The coming-of-age exhibit will be held at the Pioneer Museum and will display artifacts, letters and photographs. Along with the resident’s stories, the exhibit includes a timeline of historical events comparing Berthoud’s events with key moments in the general history of the time, like the Great Depression, from the firsthand perspective of Berthoud residents.

Stated on the Berthoud Historical Society’s website, the exhibit will take an in-depth look at the journey local children and youth made toward adulthood during seven decades that were indelibly influenced by the Great Depression, two World Wars and the birth of a modern nation in the 1950s and ‘60s. The exhibit will draw from the reservoir of local experience and then frame those stories within the broader context of national and world events.

There will be five major focal areas in the display. One area being “School Life” which includes the concept of compulsory education as it became an established part of the work day around 1917. Another focal point will be the “Leisure” of the time, highlighting many activities that happened after school whether it was fishing, biking, or going to the local soda fountain or malt shop. The third main aspect will be the “Work” that these generations experienced and how it evolved with the changing times. Work for these youth included rural farm life obligations in the early century. Throughout this time period Berthoud became commercialized and opened many shops and store fronts. In some cases young residents later on became integrated into work in local shops. The “Clubs” of the time are also a part of this exhibit, which explores the Boy Scouts program, pee-wee baseball, and local farmers groups. One aspect of this exhibit will be the scope of “Religion” in the town through the many churches that have served the community and brought varying cultural beliefs to Berthoud. At the beginning of the century German migrants came through on the railroad for work, some eventually staying, which brought their culture to the area, including an all-German-speaking church.

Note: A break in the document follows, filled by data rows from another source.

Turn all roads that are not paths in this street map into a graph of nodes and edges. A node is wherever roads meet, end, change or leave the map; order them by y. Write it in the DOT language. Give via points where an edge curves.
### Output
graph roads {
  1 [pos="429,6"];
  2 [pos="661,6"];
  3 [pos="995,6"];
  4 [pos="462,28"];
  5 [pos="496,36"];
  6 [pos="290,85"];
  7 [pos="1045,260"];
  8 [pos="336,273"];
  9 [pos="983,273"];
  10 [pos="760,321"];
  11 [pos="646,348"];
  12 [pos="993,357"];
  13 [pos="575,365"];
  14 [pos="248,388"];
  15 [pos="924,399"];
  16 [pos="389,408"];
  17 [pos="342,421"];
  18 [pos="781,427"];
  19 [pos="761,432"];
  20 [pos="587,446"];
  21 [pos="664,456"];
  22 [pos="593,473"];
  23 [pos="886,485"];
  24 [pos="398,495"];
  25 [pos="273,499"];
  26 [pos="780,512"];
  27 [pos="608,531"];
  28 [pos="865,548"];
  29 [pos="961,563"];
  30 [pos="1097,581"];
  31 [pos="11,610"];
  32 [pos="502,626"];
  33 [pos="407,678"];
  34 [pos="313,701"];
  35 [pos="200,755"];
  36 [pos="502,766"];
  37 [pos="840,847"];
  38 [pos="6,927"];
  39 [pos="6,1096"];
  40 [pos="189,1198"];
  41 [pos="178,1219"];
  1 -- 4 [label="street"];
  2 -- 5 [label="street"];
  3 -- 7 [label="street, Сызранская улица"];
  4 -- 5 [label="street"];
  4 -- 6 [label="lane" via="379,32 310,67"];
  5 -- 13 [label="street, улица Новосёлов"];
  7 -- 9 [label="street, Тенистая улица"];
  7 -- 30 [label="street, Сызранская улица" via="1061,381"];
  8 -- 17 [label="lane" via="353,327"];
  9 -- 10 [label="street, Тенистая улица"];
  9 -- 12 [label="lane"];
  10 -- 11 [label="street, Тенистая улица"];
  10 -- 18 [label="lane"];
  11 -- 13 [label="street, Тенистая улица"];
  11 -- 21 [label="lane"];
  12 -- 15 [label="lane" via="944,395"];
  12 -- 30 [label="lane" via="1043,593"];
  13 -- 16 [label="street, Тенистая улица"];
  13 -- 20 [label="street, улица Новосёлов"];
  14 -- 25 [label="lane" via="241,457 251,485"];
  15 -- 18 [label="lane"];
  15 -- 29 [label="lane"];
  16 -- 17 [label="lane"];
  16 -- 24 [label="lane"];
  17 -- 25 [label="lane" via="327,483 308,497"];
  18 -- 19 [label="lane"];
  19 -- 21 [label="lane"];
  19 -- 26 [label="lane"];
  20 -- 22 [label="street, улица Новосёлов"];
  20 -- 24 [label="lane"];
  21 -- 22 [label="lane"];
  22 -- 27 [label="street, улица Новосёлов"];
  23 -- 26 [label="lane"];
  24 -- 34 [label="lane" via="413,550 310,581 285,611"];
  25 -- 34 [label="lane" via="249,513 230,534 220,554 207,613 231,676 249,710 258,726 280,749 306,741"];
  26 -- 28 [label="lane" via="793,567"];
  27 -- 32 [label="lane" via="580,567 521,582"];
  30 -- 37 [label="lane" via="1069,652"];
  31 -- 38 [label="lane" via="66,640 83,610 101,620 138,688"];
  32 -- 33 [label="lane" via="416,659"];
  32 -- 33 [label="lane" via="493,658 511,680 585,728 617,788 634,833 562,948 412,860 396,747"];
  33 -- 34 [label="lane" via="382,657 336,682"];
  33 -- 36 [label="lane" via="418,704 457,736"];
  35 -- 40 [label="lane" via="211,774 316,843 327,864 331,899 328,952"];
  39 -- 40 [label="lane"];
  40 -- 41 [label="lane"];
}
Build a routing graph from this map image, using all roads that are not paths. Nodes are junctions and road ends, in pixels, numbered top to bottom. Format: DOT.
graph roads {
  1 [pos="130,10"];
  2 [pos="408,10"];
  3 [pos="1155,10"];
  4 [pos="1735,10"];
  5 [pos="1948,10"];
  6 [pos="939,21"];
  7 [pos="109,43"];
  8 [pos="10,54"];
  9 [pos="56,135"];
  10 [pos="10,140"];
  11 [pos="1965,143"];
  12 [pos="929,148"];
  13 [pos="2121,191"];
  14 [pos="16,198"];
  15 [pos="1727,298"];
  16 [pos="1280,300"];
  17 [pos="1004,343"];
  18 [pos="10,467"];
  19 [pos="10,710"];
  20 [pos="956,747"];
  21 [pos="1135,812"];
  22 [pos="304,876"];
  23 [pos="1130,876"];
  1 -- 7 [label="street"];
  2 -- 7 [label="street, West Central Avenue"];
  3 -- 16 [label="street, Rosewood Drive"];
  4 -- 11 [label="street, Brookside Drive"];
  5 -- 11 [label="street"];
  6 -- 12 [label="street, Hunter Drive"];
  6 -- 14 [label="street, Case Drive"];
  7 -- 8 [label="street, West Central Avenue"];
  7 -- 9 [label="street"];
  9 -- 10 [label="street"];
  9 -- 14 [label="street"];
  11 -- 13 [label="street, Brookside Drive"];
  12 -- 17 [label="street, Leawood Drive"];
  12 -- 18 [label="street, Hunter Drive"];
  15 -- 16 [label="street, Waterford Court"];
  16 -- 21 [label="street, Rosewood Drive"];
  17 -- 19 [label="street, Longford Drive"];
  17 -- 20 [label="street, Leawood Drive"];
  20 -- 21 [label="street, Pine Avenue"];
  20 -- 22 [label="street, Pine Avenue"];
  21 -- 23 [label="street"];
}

“Our hopes are that people will want to see the history and that they will be compelled to contribute their own stories.” said Lloyd-D’Onofrio.

The historical society encourages locals to share their memories and stories with the museum and donate or loan artifacts to be showcased.

“It’s really been well planned and carried out by Karen; there is a lot of buzz from the community; everyone is getting really excited; and she has made this even more amazing by designing it to be able to grow as stories come in,” said Mark French.

According to Lloyd-D’Onofrio there have already been 15 individuals who have sent in stories about their life growing up here.

Whether you are currently growing up in Berthoud, did grow up in Berthoud, or have children who are growing up in Berthoud, this exhibit will be a fascinating study of what it was like many years ago to “come of age” in our small town. The exhibit opened April 18 and runs through Nov. 2. Museum hours are Wednesday through Sunday 1-4 p.m.